= ACTIVITY =
Say how many lines in the listing below contain the word "down". Give the number alone.

= DATA =
^^^^^^^^
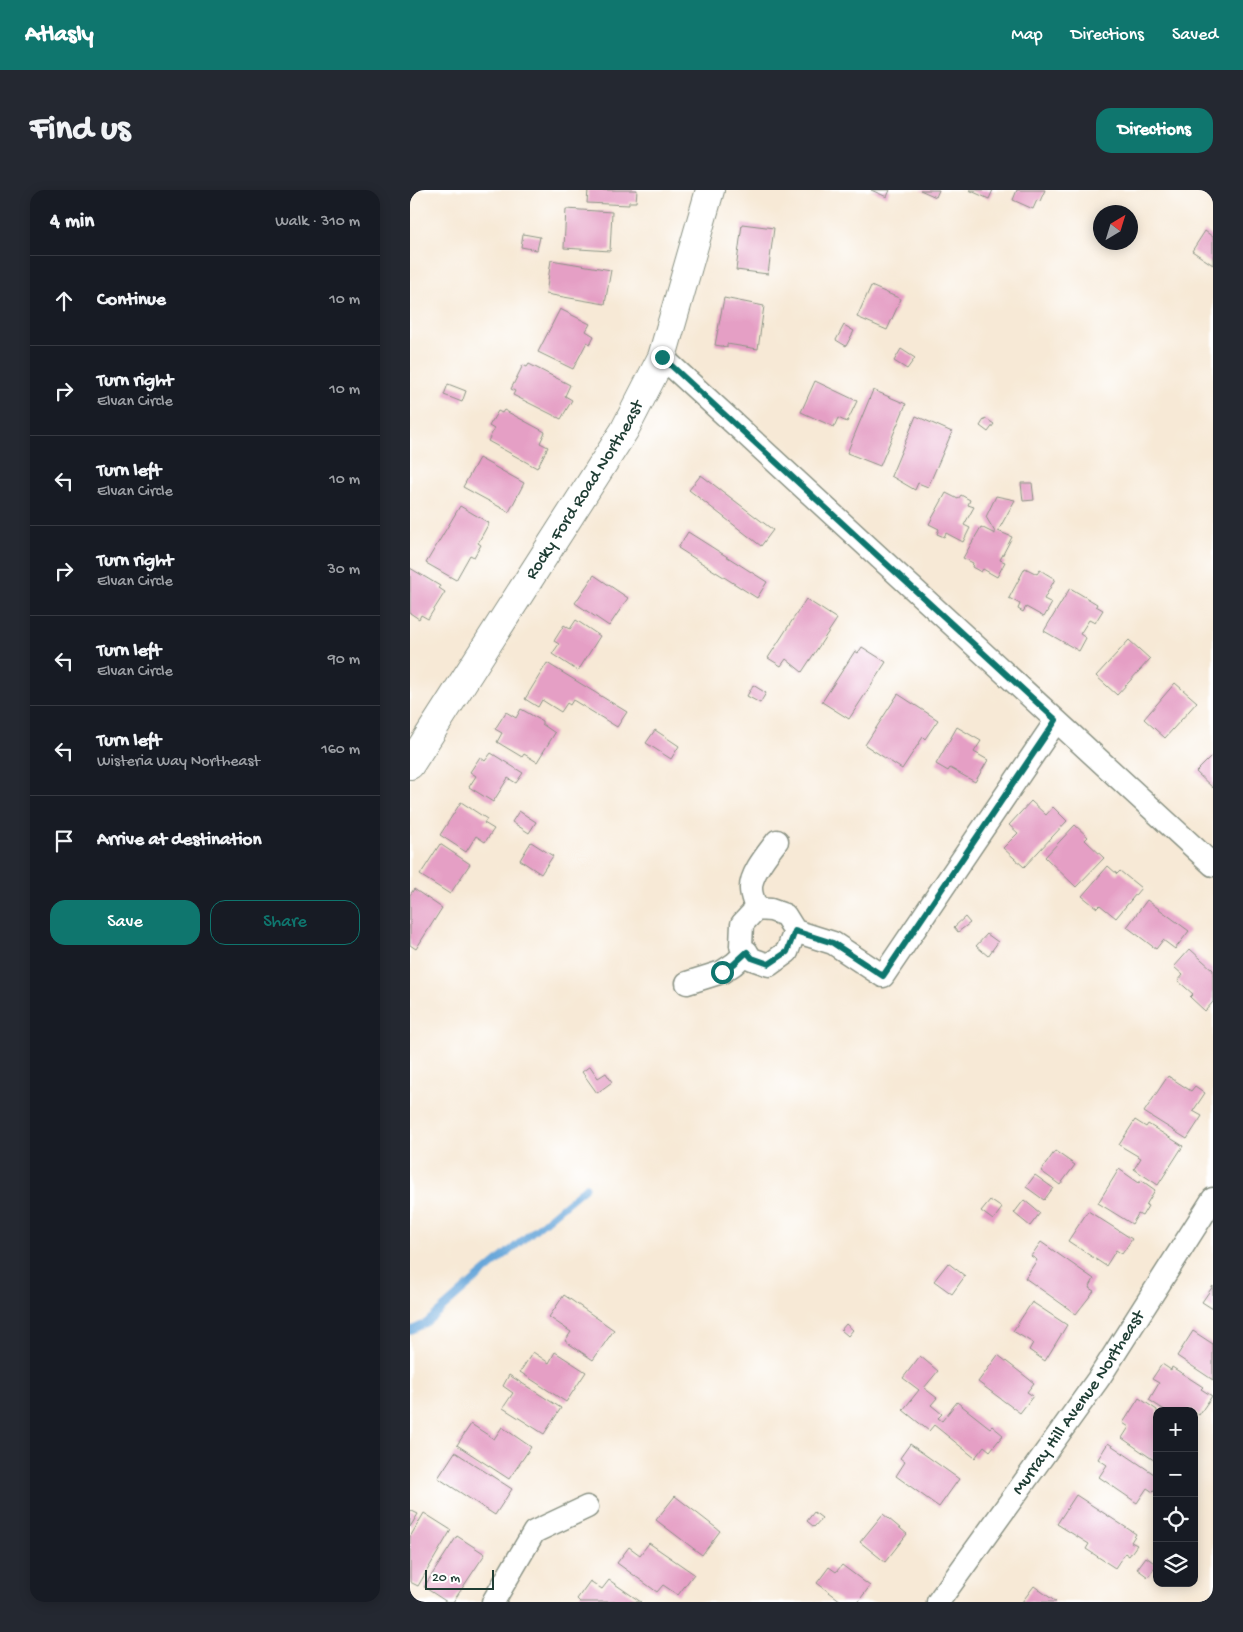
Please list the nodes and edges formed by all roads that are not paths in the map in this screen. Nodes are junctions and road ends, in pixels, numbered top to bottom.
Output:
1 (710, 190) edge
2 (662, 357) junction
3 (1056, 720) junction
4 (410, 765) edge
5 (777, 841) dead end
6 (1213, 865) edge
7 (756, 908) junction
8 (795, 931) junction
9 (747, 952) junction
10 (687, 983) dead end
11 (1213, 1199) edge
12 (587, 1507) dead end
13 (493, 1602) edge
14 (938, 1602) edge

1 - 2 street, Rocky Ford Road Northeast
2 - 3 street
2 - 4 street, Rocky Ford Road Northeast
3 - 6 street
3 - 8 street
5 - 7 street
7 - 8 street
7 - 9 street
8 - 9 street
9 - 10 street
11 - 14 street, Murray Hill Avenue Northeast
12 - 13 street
^^^^^^^^
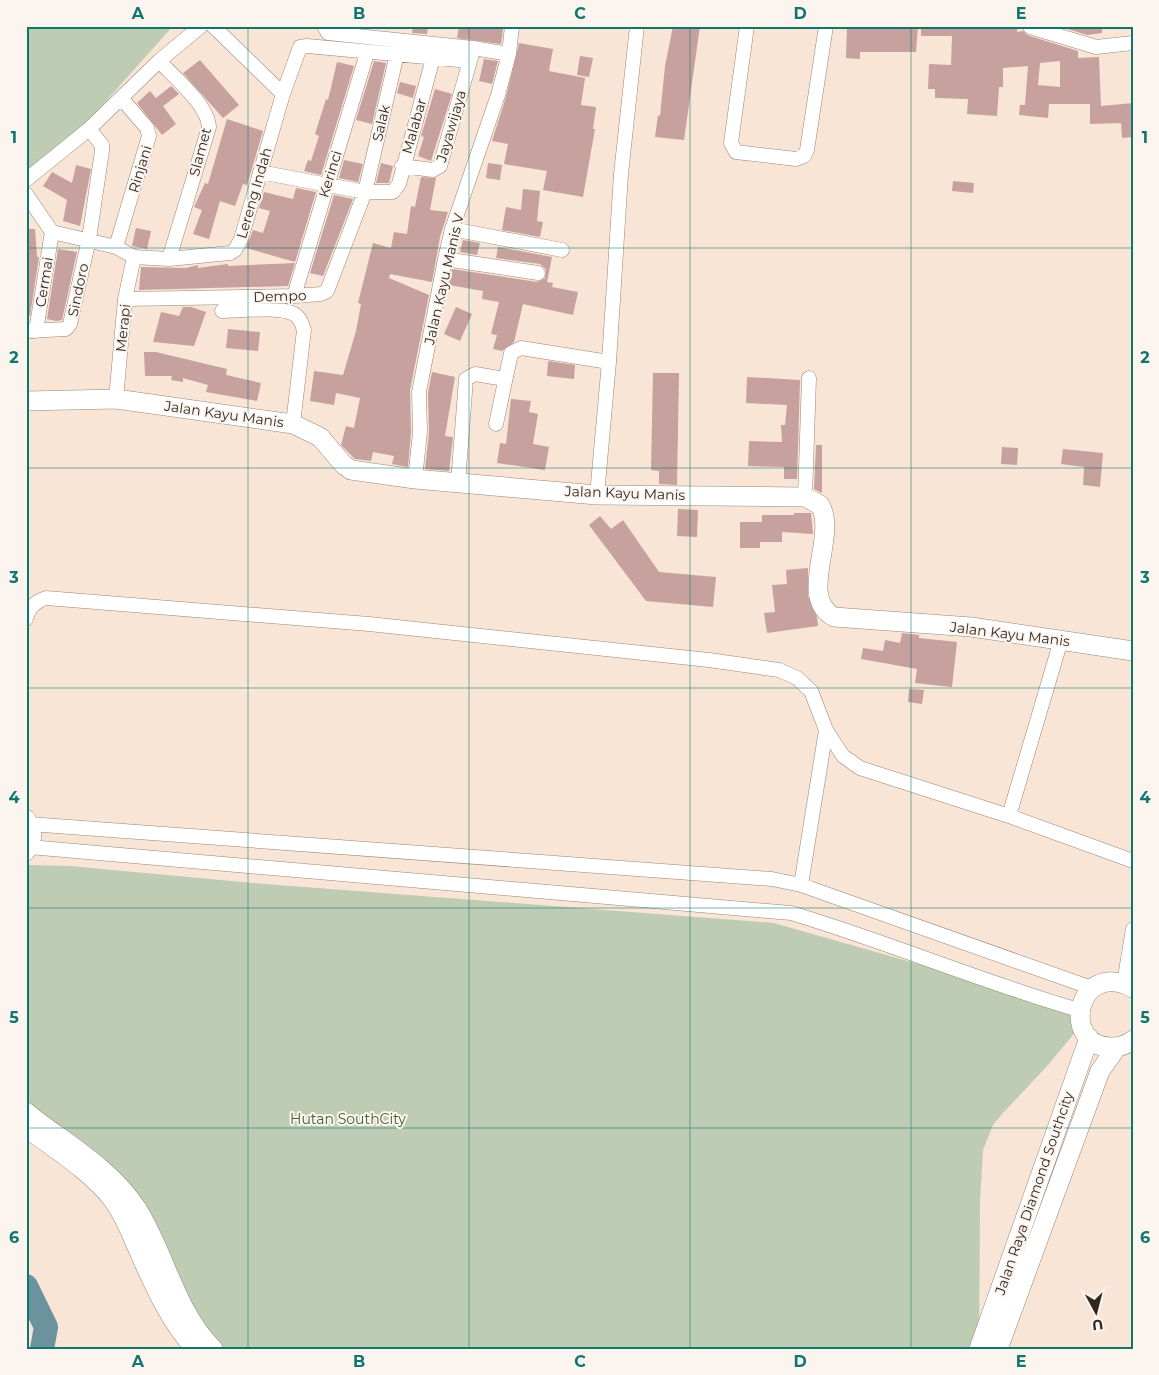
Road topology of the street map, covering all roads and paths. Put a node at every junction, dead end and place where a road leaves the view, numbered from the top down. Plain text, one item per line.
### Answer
^^^^^^^^
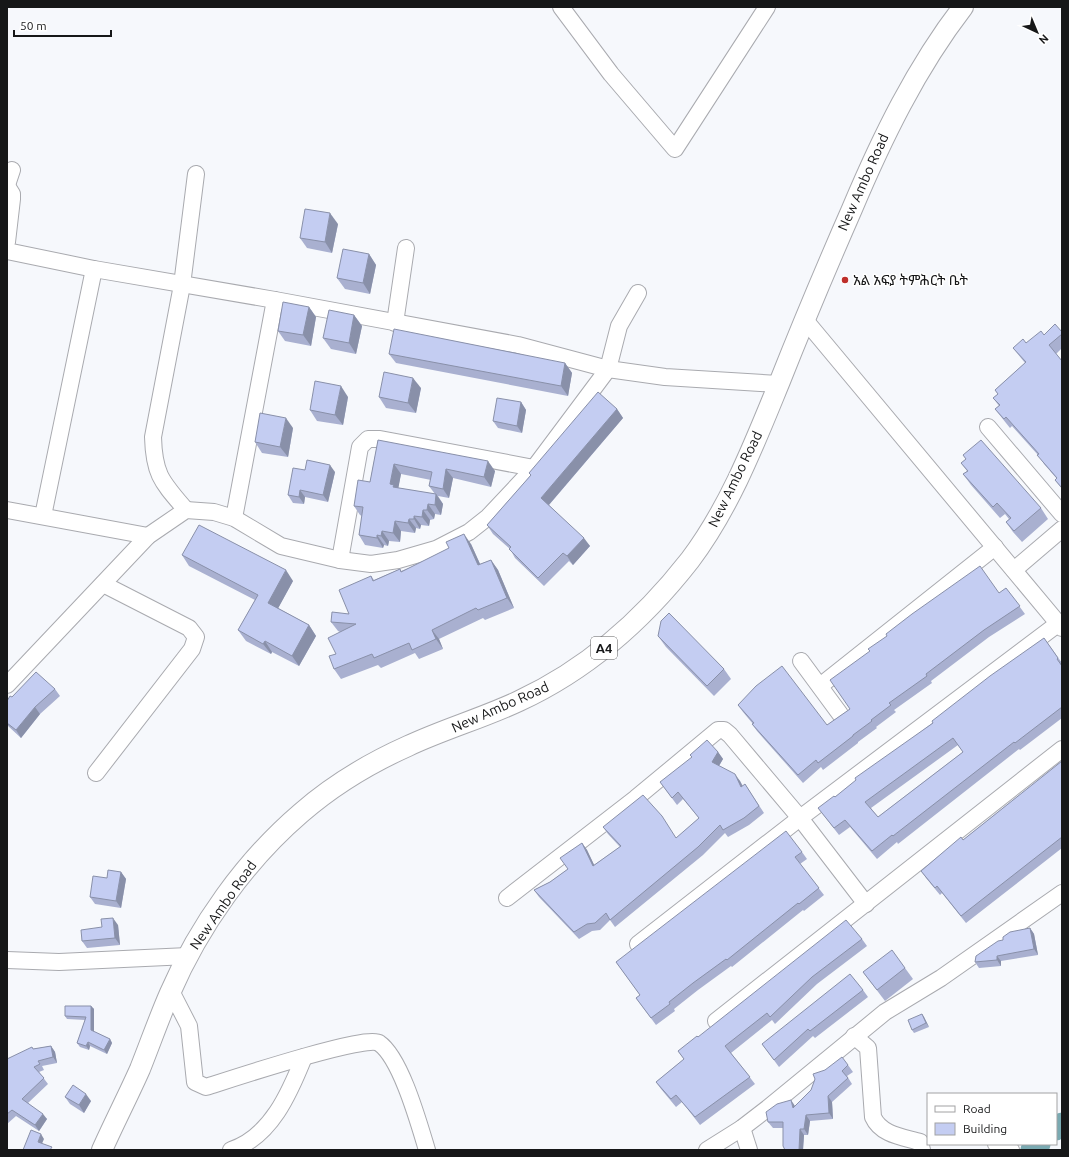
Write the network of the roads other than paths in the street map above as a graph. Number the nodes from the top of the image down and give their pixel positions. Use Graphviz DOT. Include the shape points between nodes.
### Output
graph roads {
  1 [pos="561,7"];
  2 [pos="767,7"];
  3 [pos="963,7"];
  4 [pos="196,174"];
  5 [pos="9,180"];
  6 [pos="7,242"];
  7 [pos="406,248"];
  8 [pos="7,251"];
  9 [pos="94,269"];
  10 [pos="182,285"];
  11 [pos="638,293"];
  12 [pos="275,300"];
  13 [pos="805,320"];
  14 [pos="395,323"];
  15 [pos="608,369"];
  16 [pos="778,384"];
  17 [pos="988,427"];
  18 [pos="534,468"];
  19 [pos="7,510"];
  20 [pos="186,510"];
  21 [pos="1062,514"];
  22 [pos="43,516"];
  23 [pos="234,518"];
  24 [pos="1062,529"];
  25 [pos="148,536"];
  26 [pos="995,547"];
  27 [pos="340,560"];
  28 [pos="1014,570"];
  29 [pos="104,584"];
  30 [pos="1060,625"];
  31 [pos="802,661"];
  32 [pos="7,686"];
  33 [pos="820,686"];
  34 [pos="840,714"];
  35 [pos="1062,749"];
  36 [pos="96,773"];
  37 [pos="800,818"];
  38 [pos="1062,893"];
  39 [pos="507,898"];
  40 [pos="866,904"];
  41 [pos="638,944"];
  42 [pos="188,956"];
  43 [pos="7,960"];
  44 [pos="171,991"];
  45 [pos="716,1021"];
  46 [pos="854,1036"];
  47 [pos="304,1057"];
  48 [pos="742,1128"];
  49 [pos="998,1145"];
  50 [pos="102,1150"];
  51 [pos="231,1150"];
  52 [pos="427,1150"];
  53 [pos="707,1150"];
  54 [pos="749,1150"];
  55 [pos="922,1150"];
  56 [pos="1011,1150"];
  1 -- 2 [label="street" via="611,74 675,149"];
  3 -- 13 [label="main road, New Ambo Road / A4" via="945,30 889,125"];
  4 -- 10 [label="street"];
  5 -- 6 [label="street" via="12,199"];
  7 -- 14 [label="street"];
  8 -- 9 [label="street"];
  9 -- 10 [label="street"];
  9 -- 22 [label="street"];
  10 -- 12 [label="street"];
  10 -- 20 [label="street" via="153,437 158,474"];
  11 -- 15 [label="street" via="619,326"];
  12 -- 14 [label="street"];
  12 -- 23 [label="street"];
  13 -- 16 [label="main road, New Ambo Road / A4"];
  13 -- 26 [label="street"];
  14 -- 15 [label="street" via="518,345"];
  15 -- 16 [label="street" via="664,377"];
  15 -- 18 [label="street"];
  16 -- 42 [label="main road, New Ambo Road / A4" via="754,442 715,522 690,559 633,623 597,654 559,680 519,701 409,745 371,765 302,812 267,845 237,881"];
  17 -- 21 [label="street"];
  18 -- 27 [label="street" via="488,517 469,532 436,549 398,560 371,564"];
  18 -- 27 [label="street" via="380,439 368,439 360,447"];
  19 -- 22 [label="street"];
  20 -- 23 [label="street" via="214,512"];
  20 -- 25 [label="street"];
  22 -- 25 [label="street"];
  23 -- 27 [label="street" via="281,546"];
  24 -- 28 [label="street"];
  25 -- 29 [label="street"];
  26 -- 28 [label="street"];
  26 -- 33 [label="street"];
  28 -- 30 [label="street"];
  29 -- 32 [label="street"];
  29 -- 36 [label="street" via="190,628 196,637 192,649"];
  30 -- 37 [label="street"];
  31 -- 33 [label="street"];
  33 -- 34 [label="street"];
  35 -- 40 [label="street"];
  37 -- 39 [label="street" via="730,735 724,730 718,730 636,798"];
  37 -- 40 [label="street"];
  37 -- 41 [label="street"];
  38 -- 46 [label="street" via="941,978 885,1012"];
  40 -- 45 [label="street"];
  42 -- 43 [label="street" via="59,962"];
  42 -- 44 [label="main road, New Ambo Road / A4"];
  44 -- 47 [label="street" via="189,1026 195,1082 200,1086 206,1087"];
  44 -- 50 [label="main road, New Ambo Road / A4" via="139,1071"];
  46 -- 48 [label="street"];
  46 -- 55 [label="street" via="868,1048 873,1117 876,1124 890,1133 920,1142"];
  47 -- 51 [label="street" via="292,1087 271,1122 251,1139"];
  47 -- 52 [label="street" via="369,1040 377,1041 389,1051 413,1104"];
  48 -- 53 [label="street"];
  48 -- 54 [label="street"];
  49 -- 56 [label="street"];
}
^^^^^^^^
= ANSWER TO THIS EXERCISE =
2